## DATA
== == ==
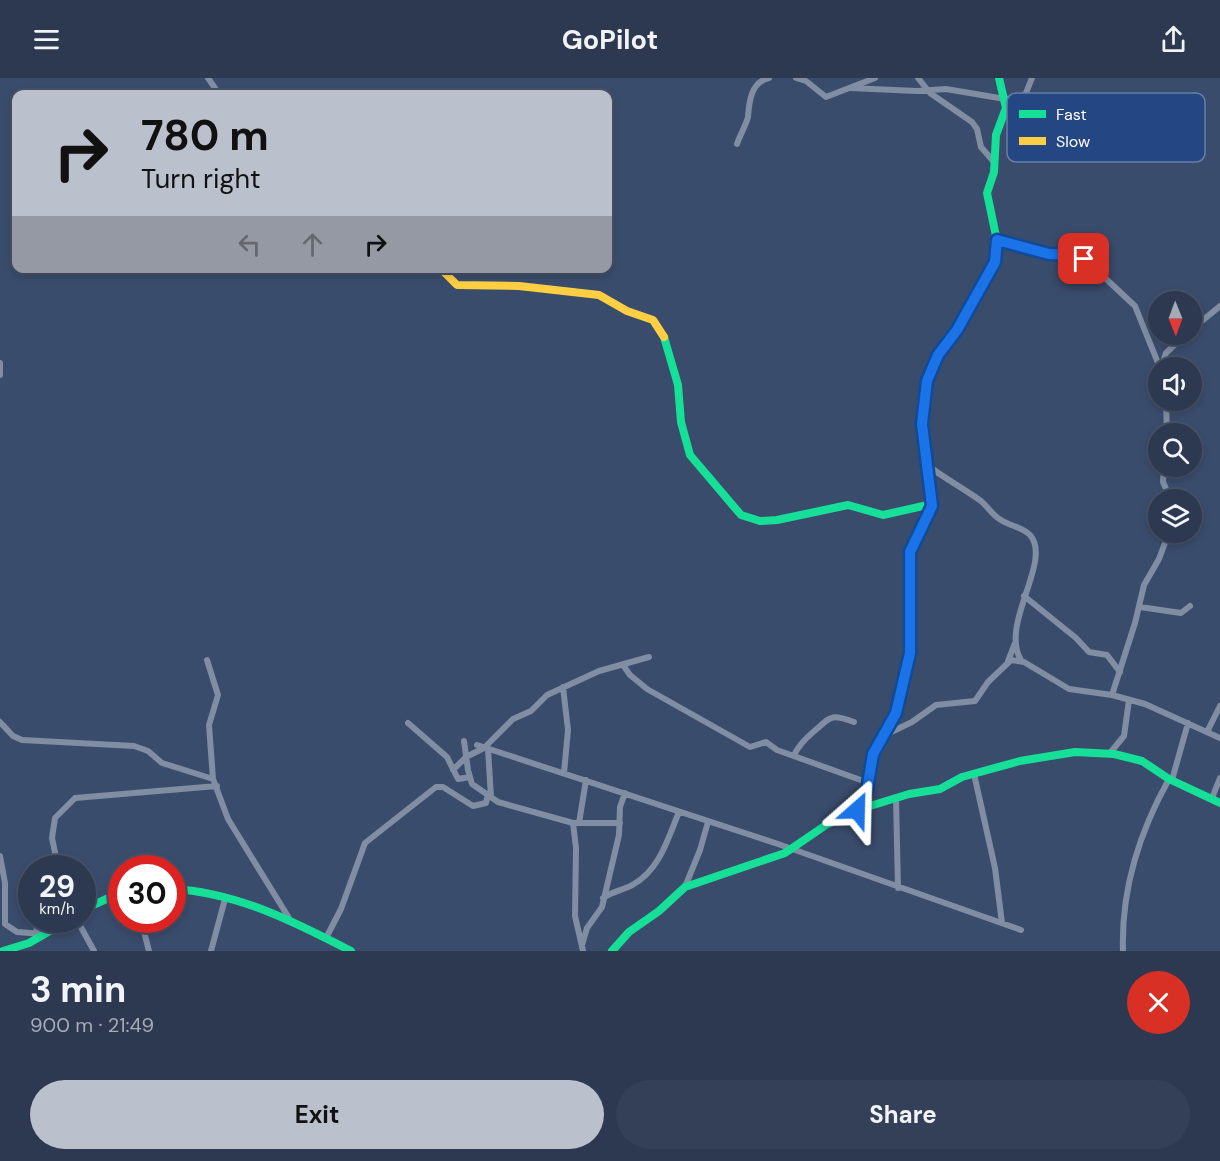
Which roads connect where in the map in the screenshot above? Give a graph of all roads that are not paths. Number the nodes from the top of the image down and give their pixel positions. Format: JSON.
== == ==
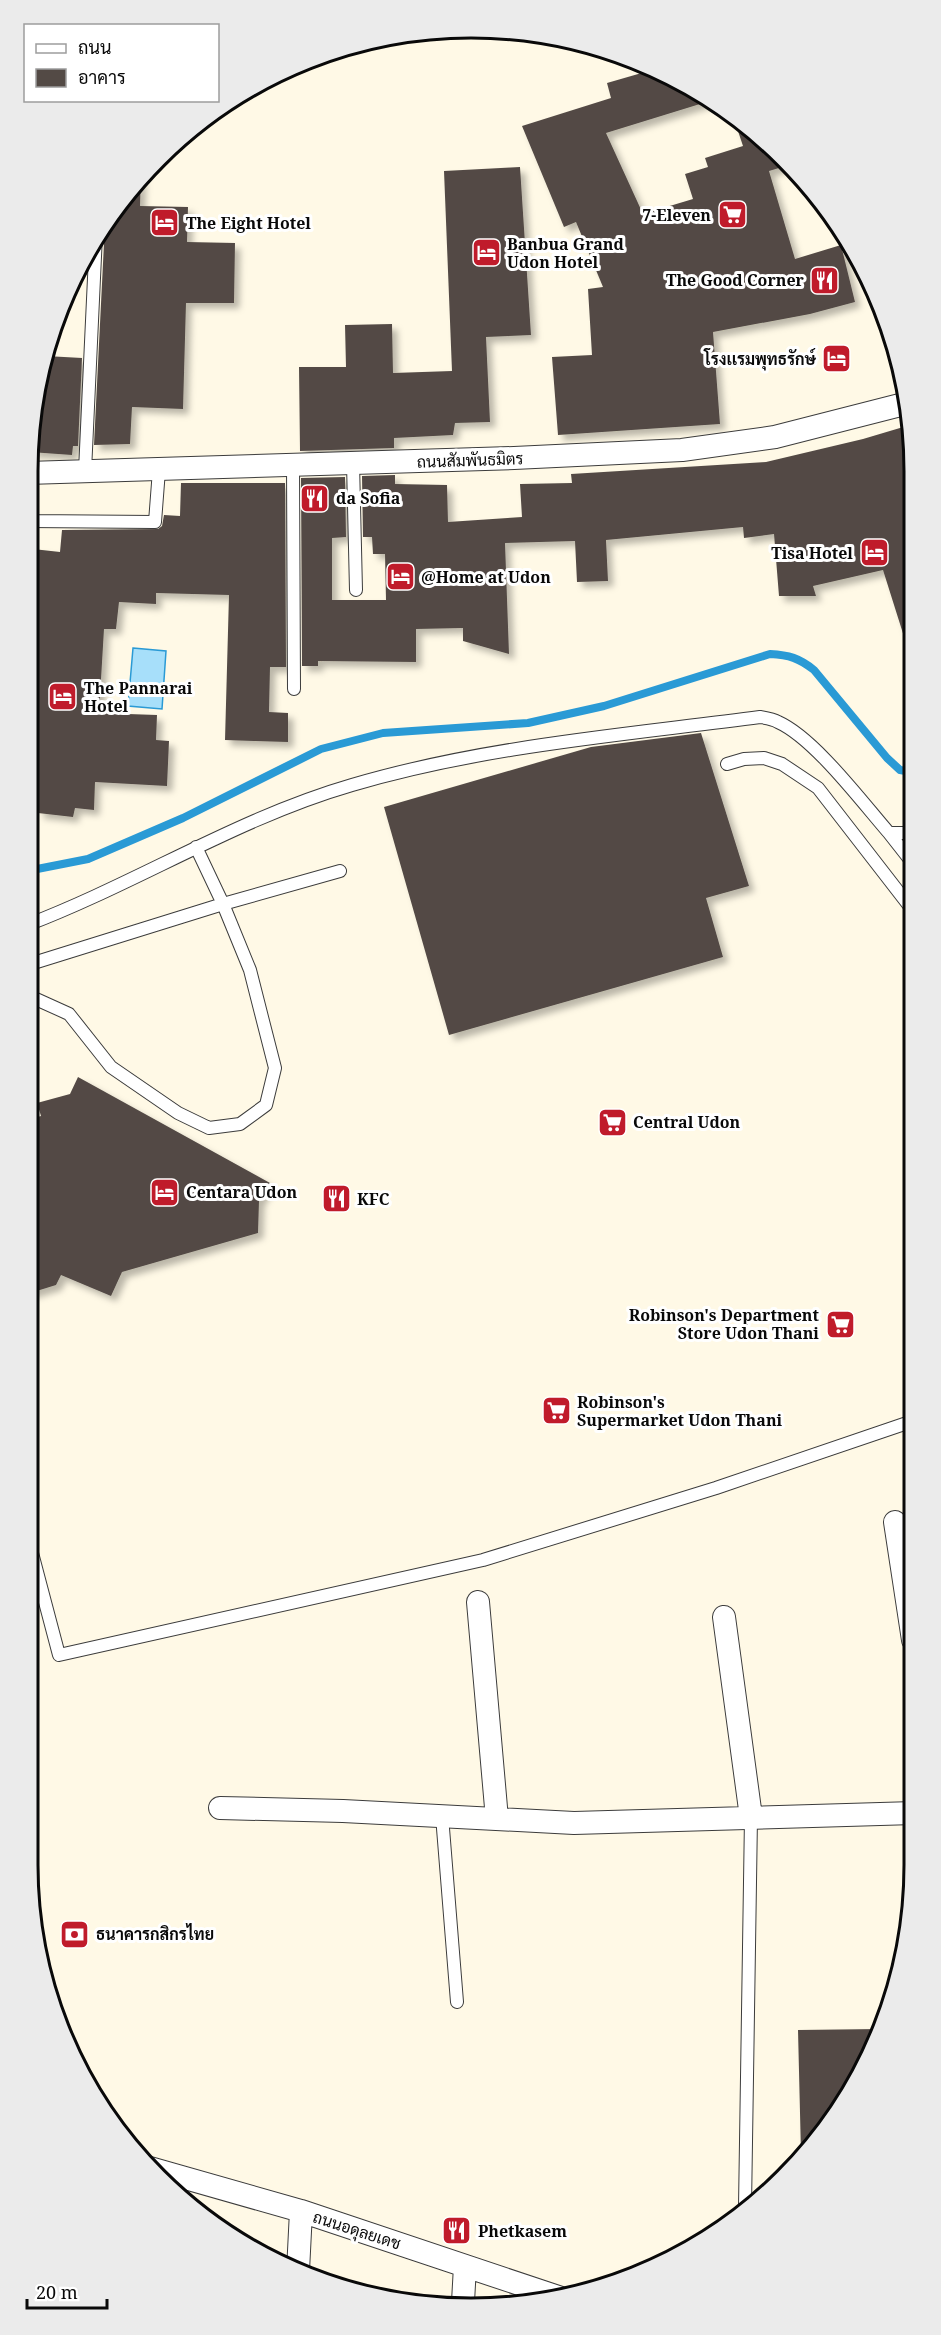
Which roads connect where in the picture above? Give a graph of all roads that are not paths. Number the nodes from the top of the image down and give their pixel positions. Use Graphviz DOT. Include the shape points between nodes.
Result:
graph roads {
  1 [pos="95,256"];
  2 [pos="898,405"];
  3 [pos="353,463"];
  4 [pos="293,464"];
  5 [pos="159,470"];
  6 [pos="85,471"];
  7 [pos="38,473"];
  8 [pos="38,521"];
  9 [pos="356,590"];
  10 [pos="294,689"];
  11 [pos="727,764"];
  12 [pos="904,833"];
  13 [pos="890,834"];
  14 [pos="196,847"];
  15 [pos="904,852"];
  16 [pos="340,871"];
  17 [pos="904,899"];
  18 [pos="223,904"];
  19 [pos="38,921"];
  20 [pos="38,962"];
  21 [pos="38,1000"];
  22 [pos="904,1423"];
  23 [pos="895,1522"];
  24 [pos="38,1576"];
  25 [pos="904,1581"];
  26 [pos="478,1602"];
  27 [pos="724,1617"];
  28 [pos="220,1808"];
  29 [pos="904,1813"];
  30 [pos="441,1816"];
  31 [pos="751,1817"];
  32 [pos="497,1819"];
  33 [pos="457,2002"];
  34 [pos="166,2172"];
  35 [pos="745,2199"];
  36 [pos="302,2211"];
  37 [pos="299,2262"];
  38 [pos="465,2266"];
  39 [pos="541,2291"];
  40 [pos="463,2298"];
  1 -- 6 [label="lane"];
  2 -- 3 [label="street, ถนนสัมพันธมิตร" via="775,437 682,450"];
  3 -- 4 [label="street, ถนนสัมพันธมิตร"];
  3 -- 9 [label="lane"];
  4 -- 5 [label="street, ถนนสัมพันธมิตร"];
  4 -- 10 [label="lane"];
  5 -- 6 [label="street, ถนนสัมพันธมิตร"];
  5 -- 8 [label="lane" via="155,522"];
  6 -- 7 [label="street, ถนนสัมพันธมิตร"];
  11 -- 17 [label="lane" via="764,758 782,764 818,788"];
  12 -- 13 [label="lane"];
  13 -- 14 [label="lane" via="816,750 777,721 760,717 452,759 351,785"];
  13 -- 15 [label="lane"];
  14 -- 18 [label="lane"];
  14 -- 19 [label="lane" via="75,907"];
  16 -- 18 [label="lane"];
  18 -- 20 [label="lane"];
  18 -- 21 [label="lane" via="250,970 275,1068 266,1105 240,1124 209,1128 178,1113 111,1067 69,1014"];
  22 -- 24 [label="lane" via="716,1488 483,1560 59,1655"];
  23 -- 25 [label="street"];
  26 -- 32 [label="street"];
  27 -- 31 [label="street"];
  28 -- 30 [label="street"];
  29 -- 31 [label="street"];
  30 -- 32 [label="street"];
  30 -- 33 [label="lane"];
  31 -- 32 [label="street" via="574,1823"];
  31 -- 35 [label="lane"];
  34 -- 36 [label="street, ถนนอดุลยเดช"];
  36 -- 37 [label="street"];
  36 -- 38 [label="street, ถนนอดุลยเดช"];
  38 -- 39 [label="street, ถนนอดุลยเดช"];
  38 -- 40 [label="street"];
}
== == ==
## TASK DETAILS
In the entries above, which lines hold the word "give"? Copy them out.

## RESULT
Which roads connect where in the map in the screenshot above? Give a graph of all roads that are not paths. Number the nodes from the top of the image down and give their pixel positions. Format: JSON.
Which roads connect where in the picture above? Give a graph of all roads that are not paths. Number the nodes from the top of the image down and give their pixel positions. Use Graphviz DOT. Include the shape points between nodes.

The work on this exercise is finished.